Quant aux « épurés », ils sont d’abord des « traîtres » (« collabos » étant un synonyme), parfois des bandits motivés par l’appât du gain (la bande Bony-Laffont), voire des pervers. Plus tard le film Lacombe Lucien (1974) fait apparaître la figure commode et finalement rassurante du déclassé sans éducation. Puis, la nature du crime ayant changé, on les représente comme des hommes instruits mais sans discernement (Maurice Papon). En définitive, tout concourt à dépolitiser l’histoire de l’Épuration alors même que l’histoire de la collaboration tend à souligner de plus en plus son caractère politique.

C’est pourtant bien d’une histoire politique qu’il s’agit. L’Épuration, qu’elle fût « sauvage » ou « légale », fut un choix assumé.

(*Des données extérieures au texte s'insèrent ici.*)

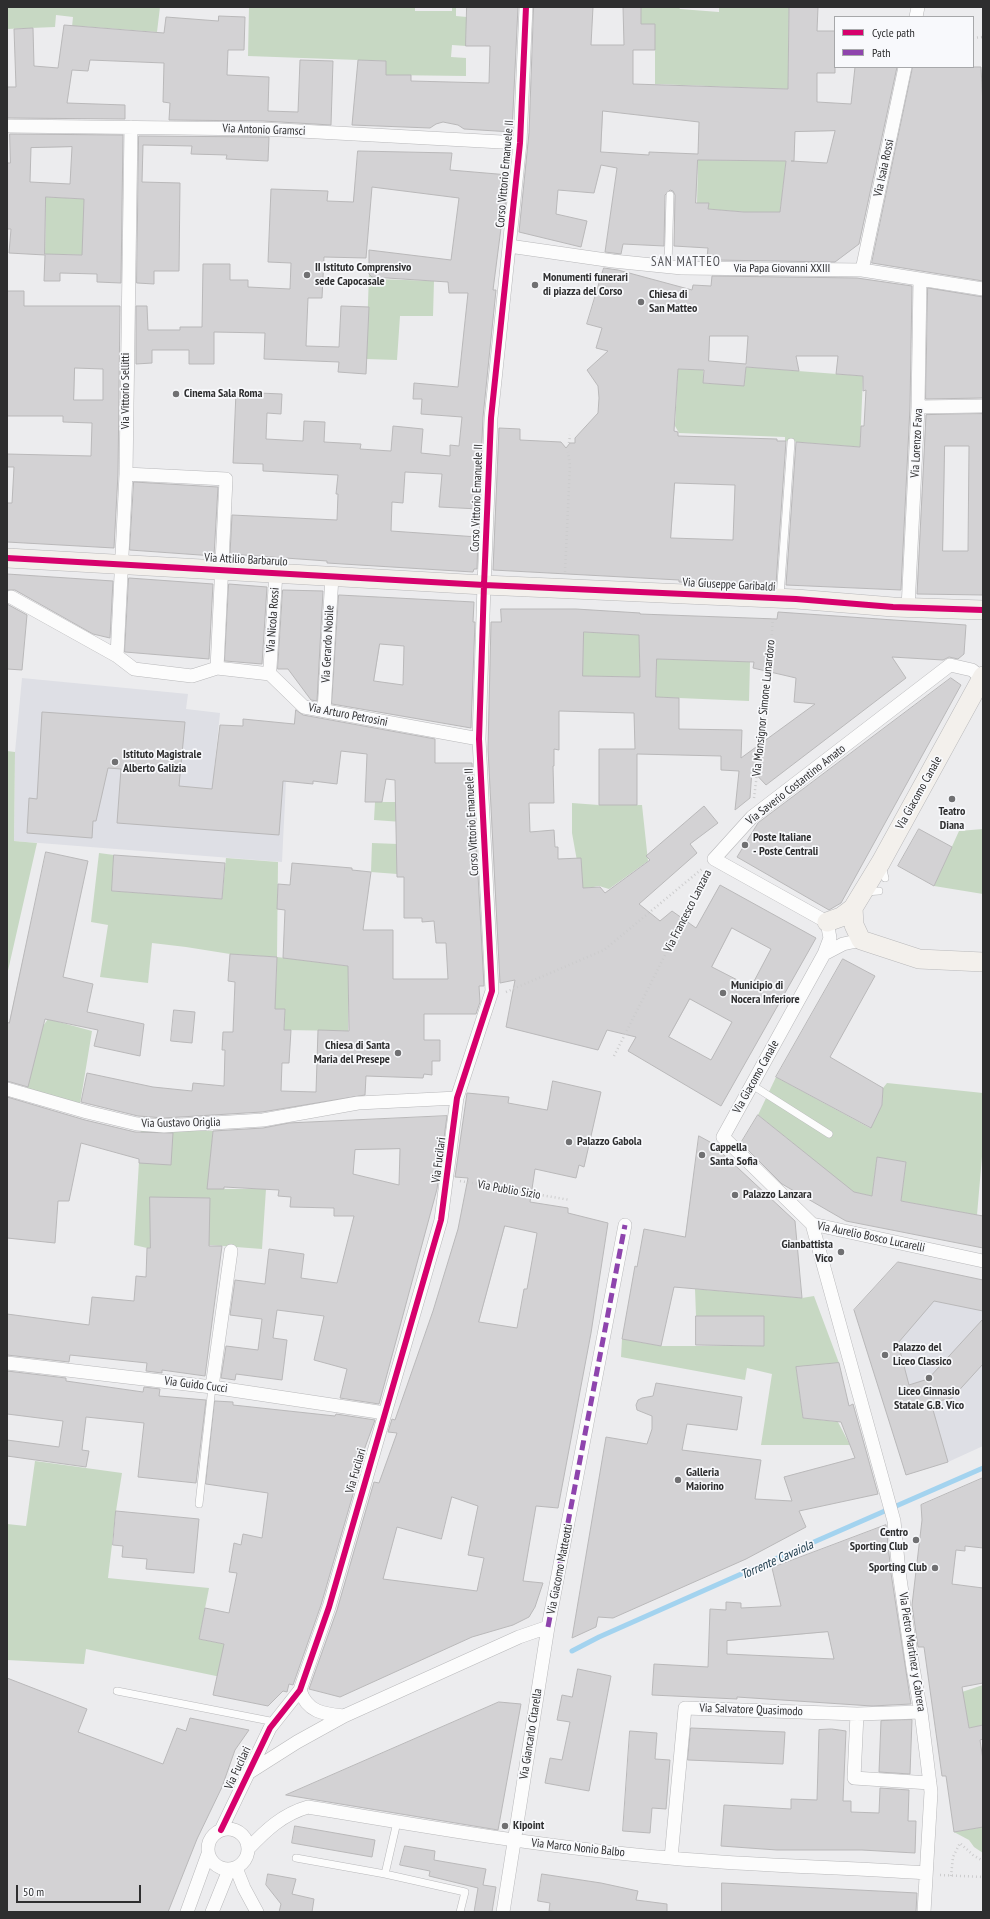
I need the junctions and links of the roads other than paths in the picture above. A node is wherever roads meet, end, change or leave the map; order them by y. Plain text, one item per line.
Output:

L’enjeu en était, comme toute guerre civile, la France, son gouvernement, ses pouvoirs, son intelligence, ses arts, son avenir.

La lecture de l’Épuration en France comme guerre civile, pour paraître hardie, n’en reste pas moins féconde. Un camp l’a emporté sur l’autre mais le vaincu a longtemps pensé, lui aussi, incarner la légalité et la légitimité. Avec les individus, les clans prennent parti, guidés par le hasard des liens personnels, des cultures de famille ou des engagements politiques. Et la guerre civile réveille de vieux clivages ou de vieilles haines plus enfouies qu’apaisées : syndicats de gauche et mouvements de droite, traditions légitimistes et cultures républicaines, nobles et paysans, ouvriers et bourgeois, peut-être même catholiques et protestants dans certaines régions. Autant de conflits ne pouvaient trouver d’apaisement que par une autorité souveraine et non dans le ressentiment fatalement diviseur. En 2024, le grave moment de l’Épuration ne méritait pas d’être caché, il l’est pourtant comme une tâche honteuse mais indélébile sur les valeurs républicaines dont la rancœur permanente est le tissu conjonctif.

 

Illustration : 3 août 1944, Lyon. La recherche des femmes à tondre a lieu dès l’installation des comités locaux de Libération (CLL), et fait partie de leurs premières tâches. Un fonctionnaire est généralement présent (policier, gendarme) pour leur donner un caractère officiel.